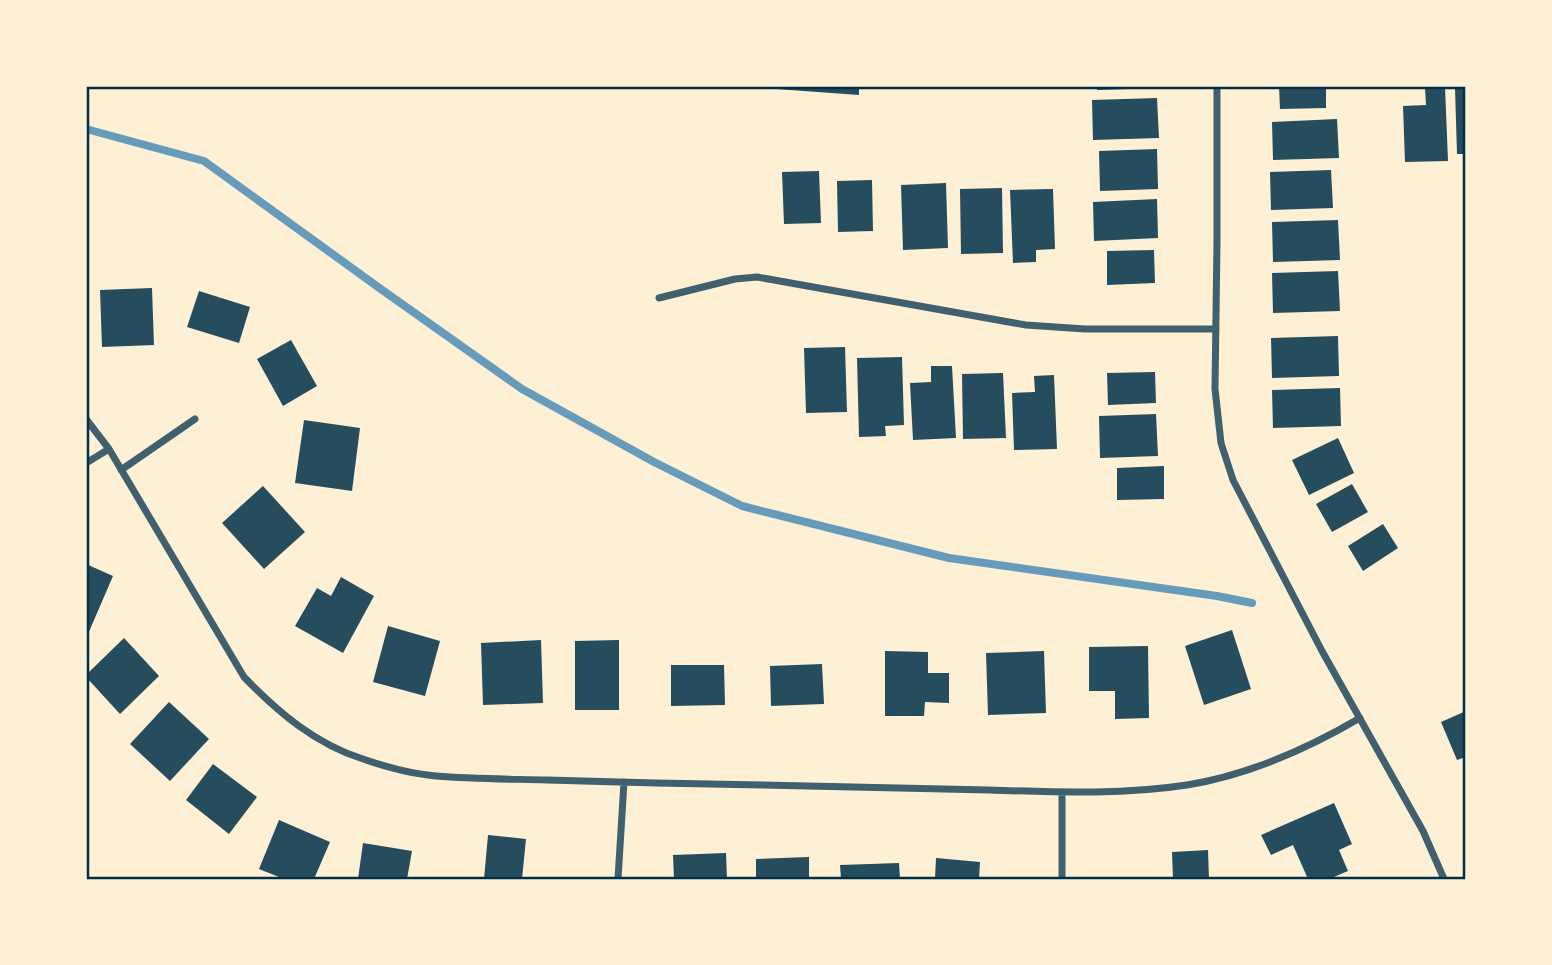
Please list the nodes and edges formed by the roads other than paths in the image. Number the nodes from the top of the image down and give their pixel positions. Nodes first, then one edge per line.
1 (1217, 86) edge
2 (659, 298) dead end
3 (1216, 329) junction
4 (195, 418) dead end
5 (86, 419) edge
6 (109, 449) junction
7 (86, 463) edge
8 (121, 470) junction
9 (1360, 718) junction
10 (624, 782) junction
11 (1062, 792) junction
12 (618, 879) edge
13 (1062, 879) edge
14 (1444, 879) edge

1 - 3 street
2 - 3 street
3 - 9 street
4 - 8 street
5 - 6 street
6 - 7 street
6 - 8 street
8 - 10 street
9 - 11 street
9 - 14 street
10 - 11 street
10 - 12 street
11 - 13 street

■ ■ ■ ■ ■

*What this task involves*: Give the data above again, exactly, with every picture removed.

*Task output*:
Please list the nodes and edges formed by the roads other than paths in the image. Number the nodes from the top of the image down and give their pixel positions. Nodes first, then one edge per line.
1 (1217, 86) edge
2 (659, 298) dead end
3 (1216, 329) junction
4 (195, 418) dead end
5 (86, 419) edge
6 (109, 449) junction
7 (86, 463) edge
8 (121, 470) junction
9 (1360, 718) junction
10 (624, 782) junction
11 (1062, 792) junction
12 (618, 879) edge
13 (1062, 879) edge
14 (1444, 879) edge

1 - 3 street
2 - 3 street
3 - 9 street
4 - 8 street
5 - 6 street
6 - 7 street
6 - 8 street
8 - 10 street
9 - 11 street
9 - 14 street
10 - 11 street
10 - 12 street
11 - 13 street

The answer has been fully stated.